If it is printed to a standard error file, option "-v" will print the Volume Adjustment-related start with "Volume Adjustment :'
Which line. -N indicates that the output file is empty. In this way, the file information can be obtained without interfering with the audio file.

The syntax format of sox is as follows:
Sox global parameter formatting parameter input file 1 formatting parameter input file 2... formatting parameter output file
Effect Generator
First, the global parameters are at the beginning. Each input file has corresponding formatting parameters. Multiple Input files can be input at the beginning.
Output file, followed by the formatting parameter, and finally the effect device. This will be discussed later.
The above syntax format is very clean and should be easy to understand.
Before outputting a file with SoX, it is a good idea to use the play command attached with SoX to first understand the effect.
Next let's do another thing: Cut off the audio file. Suppose we have a file that we don't want for about 10 seconds at the beginning,
We can do this first by looking at the length of the file:

Sox Yang wang.wav-n stat

The following output information is displayed:
Samples read: 20889600
Length (seconds): 236.843537
Scaled by: 2147483647.0
Maximum amplum: 0.996857
Minimum amplum:-0.993195
Midline amplitude: 0.001831
Mean norm: 0.084509
Mean amplitude:-0.000000
RMS amplitude: 0.119258
Maximum delta: 0.729645
Minimum delta: 0.000000
Mean delta: 0.058931
RMS delta: 0.080600
Rough frequency: 4743
Volume adjustment: 1.003
We are now concerned about the line "Length (seconds): 236.843537", which indicates that the file is 236.843537 seconds long,
About 237 seconds.
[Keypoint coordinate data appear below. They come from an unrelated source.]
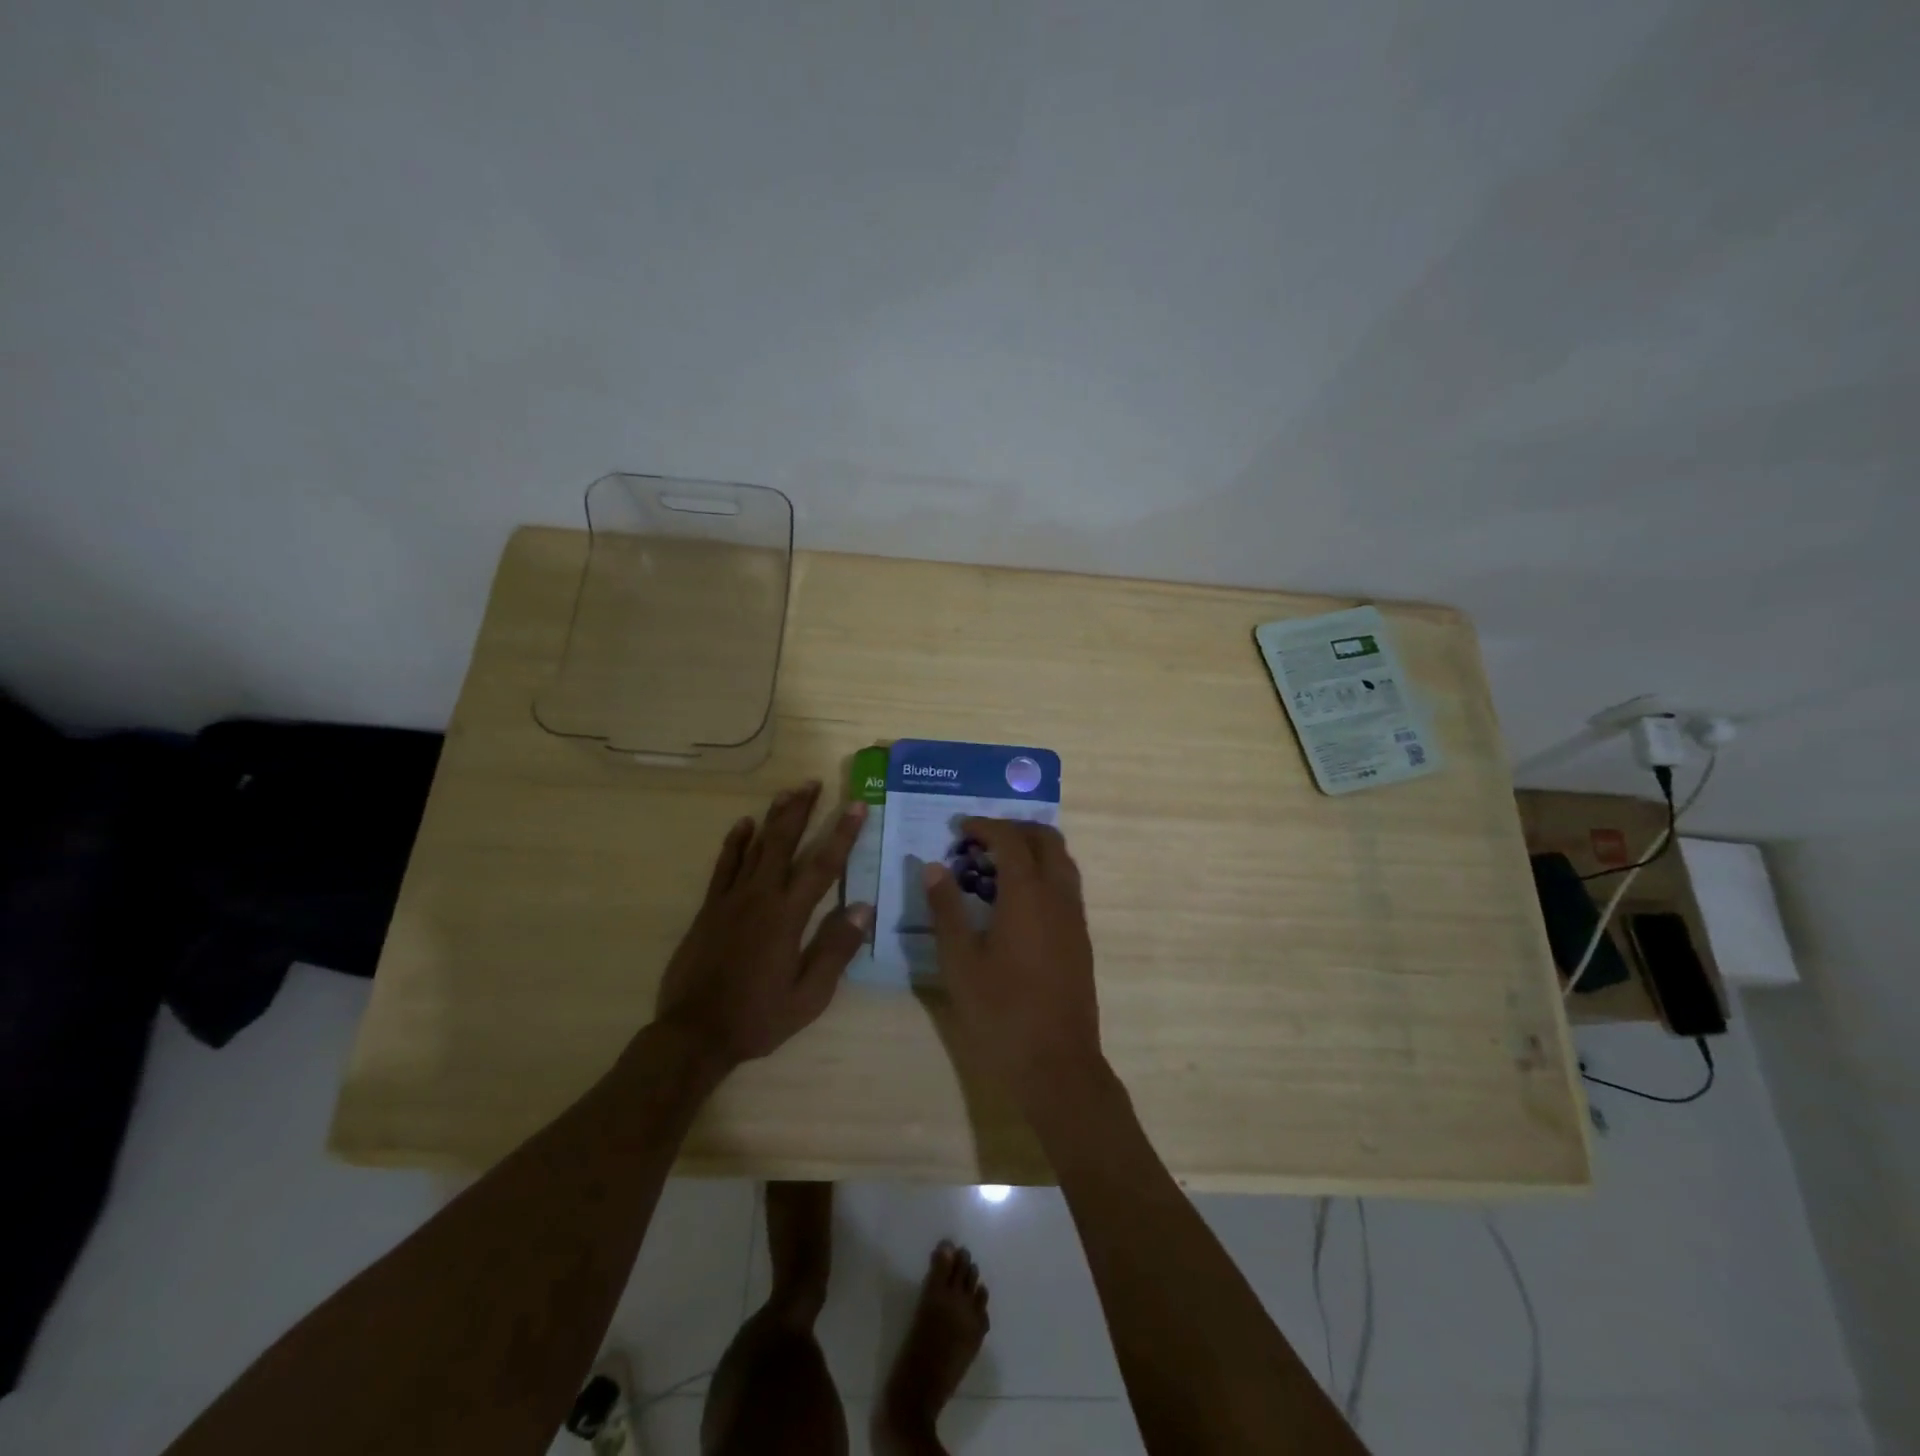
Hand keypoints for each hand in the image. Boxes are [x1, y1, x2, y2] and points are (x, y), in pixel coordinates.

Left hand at [655, 782, 872, 1068]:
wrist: (694, 1033)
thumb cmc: (758, 1017)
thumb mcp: (809, 996)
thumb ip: (835, 950)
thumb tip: (863, 907)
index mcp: (788, 917)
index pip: (822, 866)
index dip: (842, 834)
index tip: (856, 805)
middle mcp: (760, 898)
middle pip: (784, 843)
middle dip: (802, 810)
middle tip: (814, 783)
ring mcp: (731, 900)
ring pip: (755, 847)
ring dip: (773, 818)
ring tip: (788, 792)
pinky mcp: (709, 908)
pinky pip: (724, 866)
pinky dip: (734, 843)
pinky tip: (744, 825)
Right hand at [923, 818, 1104, 1102]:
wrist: (1057, 1064)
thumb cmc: (1001, 1013)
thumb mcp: (960, 962)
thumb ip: (946, 909)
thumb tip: (933, 867)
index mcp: (1028, 895)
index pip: (1010, 839)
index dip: (985, 826)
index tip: (960, 828)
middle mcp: (1058, 896)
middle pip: (1046, 839)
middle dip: (1014, 829)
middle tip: (980, 840)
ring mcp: (1074, 918)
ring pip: (1062, 862)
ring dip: (1032, 850)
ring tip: (995, 866)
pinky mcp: (1080, 939)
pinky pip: (1066, 886)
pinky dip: (1043, 874)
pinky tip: (1015, 901)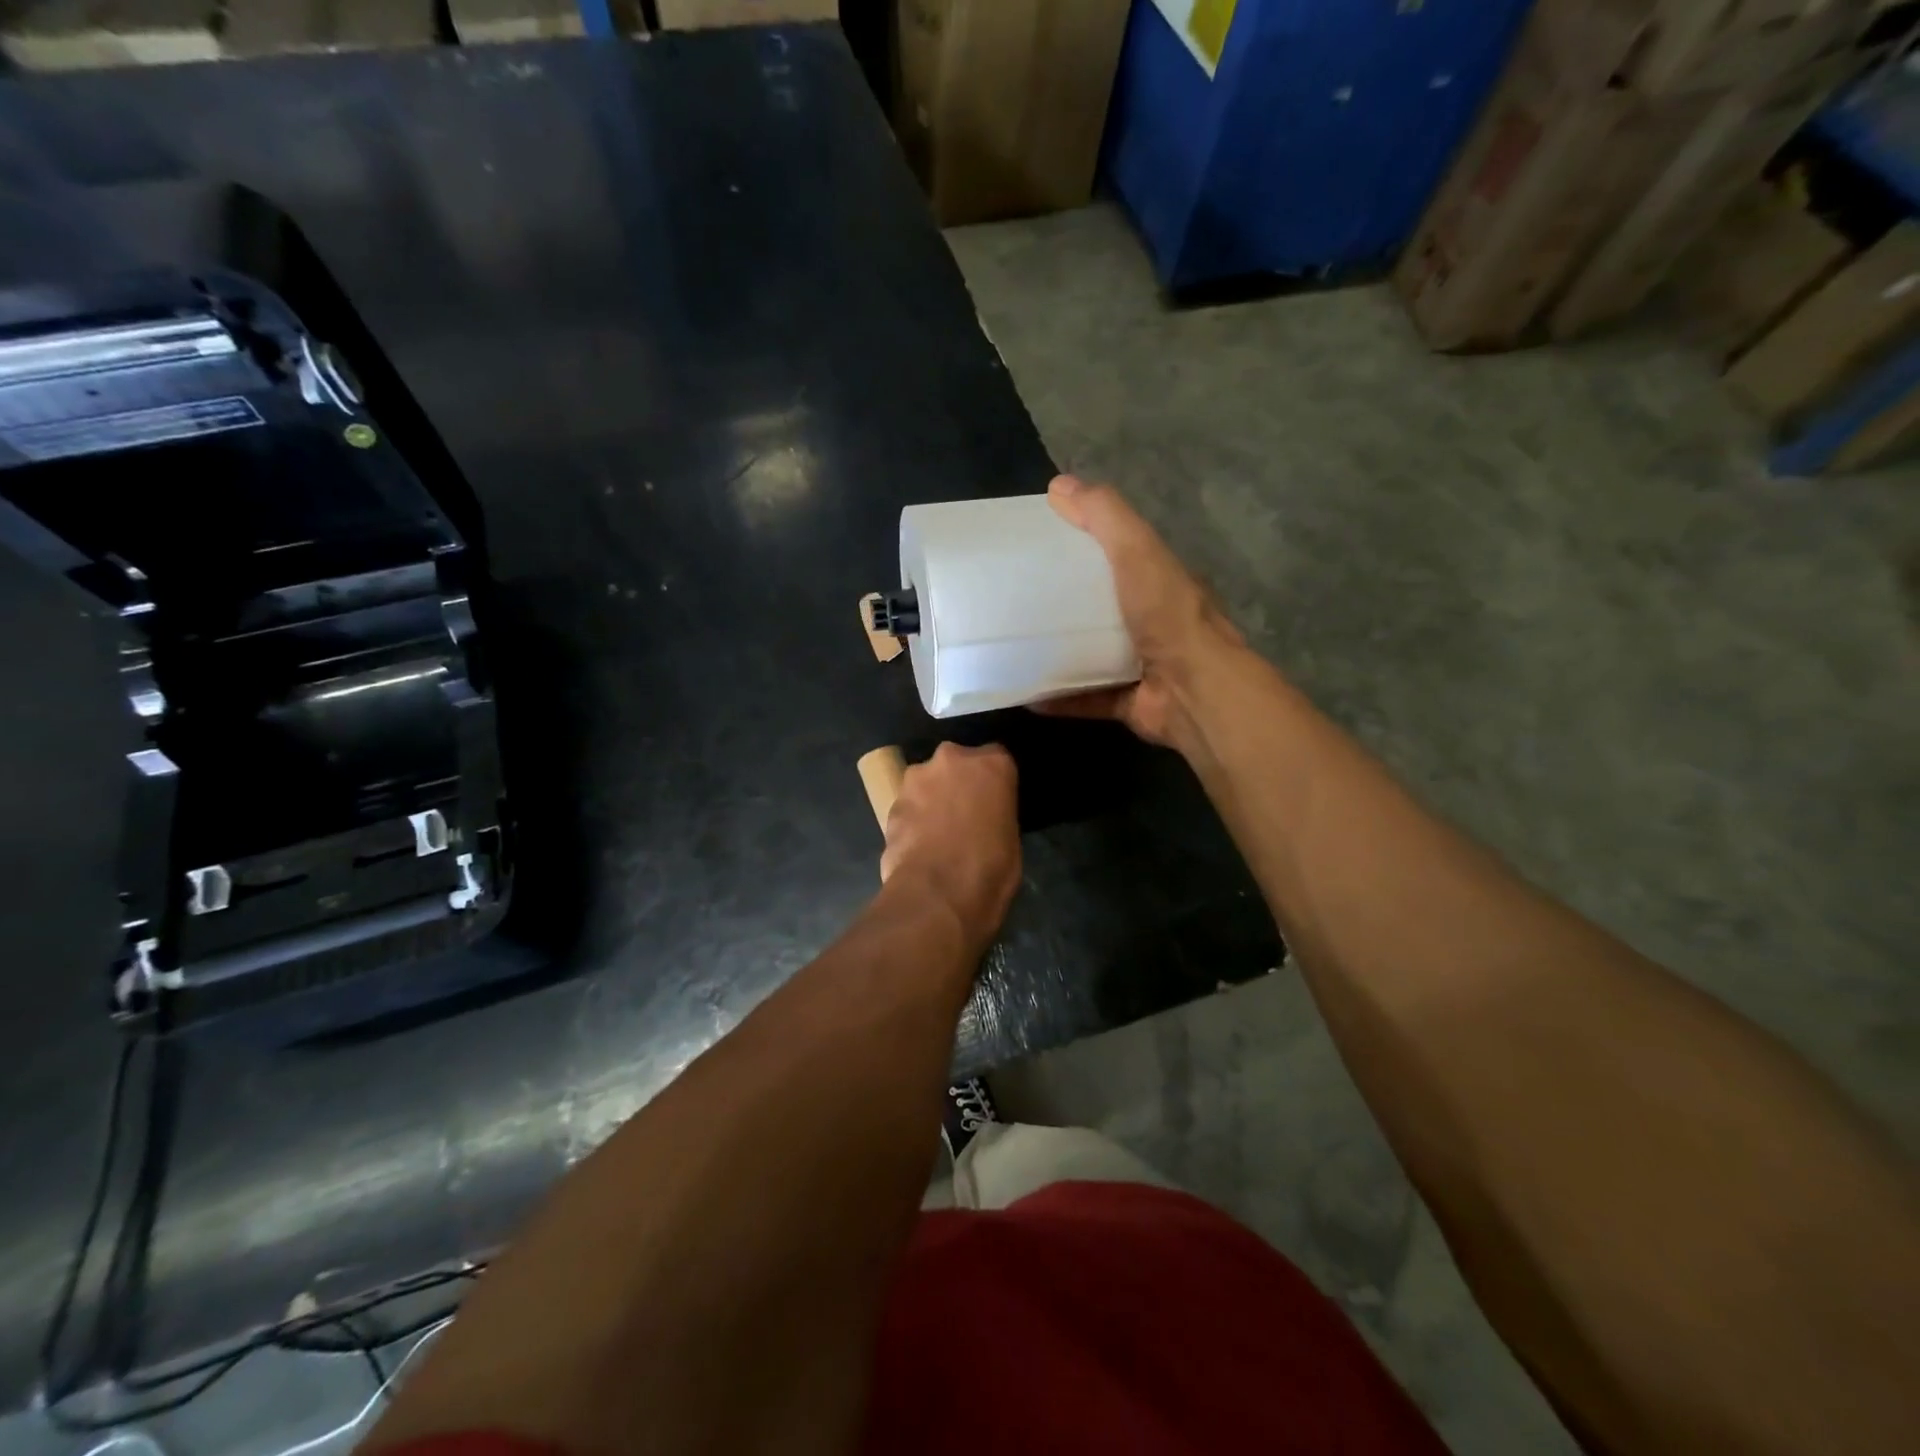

Type the following command:
Sox Yang wang.wav Yang wang1.wav trim 0 10

The following command indicates that the output name is Yang wang1.wav, 0 is the start time of the file, and 10 is the time.
Concept, indicating the length, rather than the file length. Then use the playscript of soxto use ear-microphone to confirm that Yang wang1.wav is about to go.
After the length is dropped, you can start the truncation operation:
Rm-rfv Yang wang1.wav
Sox yangwang.wav yangwang1.wav trim 10 227
The output file Yang wang1.wav is the one we want. The above 227 is the final file length, equal to 237 minus 10.

SoX can perform most common audio format conversions, such:
Sox Yang wang.wav sox Yang Wangyu
After mp3lame or libmad library support is installed, you can convert the wav format to the mp3 format.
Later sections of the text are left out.